Exactly as written, output each of the lines below, with no images.

━━━━━━━━━━

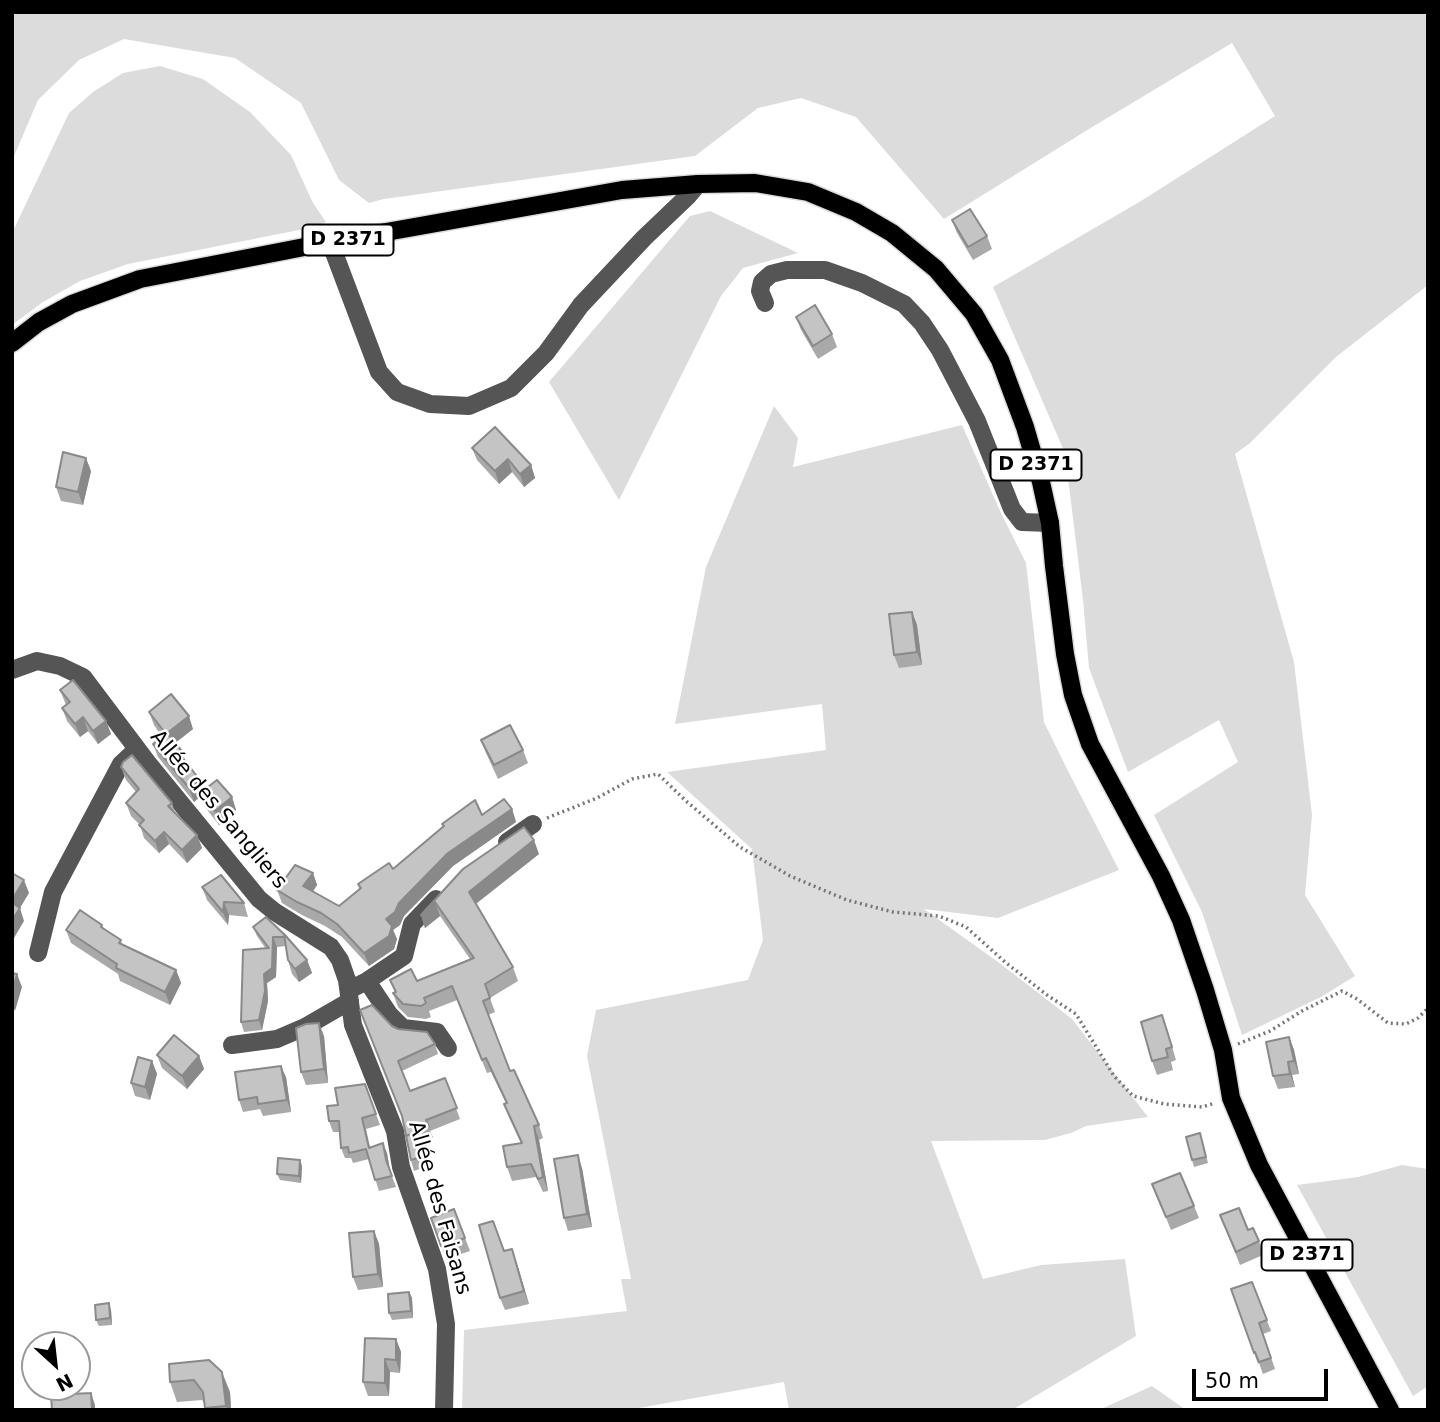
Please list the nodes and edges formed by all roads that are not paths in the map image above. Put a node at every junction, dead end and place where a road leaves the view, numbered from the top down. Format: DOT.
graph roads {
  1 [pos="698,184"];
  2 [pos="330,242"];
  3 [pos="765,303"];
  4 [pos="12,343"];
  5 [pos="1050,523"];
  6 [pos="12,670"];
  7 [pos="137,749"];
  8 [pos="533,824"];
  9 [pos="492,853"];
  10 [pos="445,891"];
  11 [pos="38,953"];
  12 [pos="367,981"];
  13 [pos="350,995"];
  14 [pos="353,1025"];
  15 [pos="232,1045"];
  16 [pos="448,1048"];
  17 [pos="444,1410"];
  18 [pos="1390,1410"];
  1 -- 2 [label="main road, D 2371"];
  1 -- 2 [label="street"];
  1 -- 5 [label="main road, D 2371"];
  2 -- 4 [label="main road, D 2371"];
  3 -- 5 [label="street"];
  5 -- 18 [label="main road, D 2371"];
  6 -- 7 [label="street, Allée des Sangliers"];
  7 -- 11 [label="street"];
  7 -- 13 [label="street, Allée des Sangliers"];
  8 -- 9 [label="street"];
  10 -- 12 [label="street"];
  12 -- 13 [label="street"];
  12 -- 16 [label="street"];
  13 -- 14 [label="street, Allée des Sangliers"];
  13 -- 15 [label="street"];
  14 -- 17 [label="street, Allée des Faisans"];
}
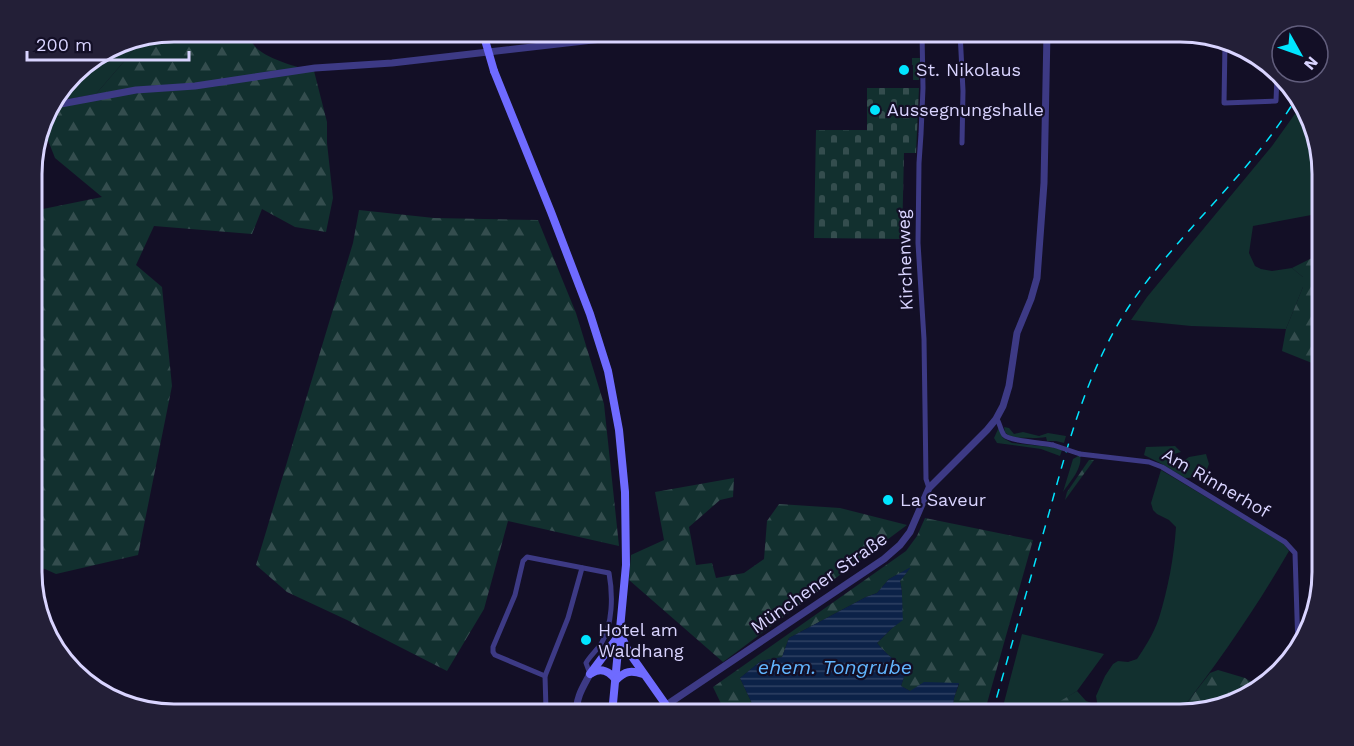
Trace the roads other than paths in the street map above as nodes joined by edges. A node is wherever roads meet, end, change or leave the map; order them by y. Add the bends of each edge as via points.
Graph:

━━━━━━━━━━

* Written reply
Please list the nodes and edges formed by all roads that are not paths in the map image above. Put a node at every junction, dead end and place where a road leaves the view, numbered from the top down. Format: DOT.
graph roads {
  1 [pos="698,184"];
  2 [pos="330,242"];
  3 [pos="765,303"];
  4 [pos="12,343"];
  5 [pos="1050,523"];
  6 [pos="12,670"];
  7 [pos="137,749"];
  8 [pos="533,824"];
  9 [pos="492,853"];
  10 [pos="445,891"];
  11 [pos="38,953"];
  12 [pos="367,981"];
  13 [pos="350,995"];
  14 [pos="353,1025"];
  15 [pos="232,1045"];
  16 [pos="448,1048"];
  17 [pos="444,1410"];
  18 [pos="1390,1410"];
  1 -- 2 [label="main road, D 2371"];
  1 -- 2 [label="street"];
  1 -- 5 [label="main road, D 2371"];
  2 -- 4 [label="main road, D 2371"];
  3 -- 5 [label="street"];
  5 -- 18 [label="main road, D 2371"];
  6 -- 7 [label="street, Allée des Sangliers"];
  7 -- 11 [label="street"];
  7 -- 13 [label="street, Allée des Sangliers"];
  8 -- 9 [label="street"];
  10 -- 12 [label="street"];
  12 -- 13 [label="street"];
  12 -- 16 [label="street"];
  13 -- 14 [label="street, Allée des Sangliers"];
  13 -- 15 [label="street"];
  14 -- 17 [label="street, Allée des Faisans"];
}
Trace the roads other than paths in the street map above as nodes joined by edges. A node is wherever roads meet, end, change or leave the map; order them by y. Add the bends of each edge as via points.
Graph:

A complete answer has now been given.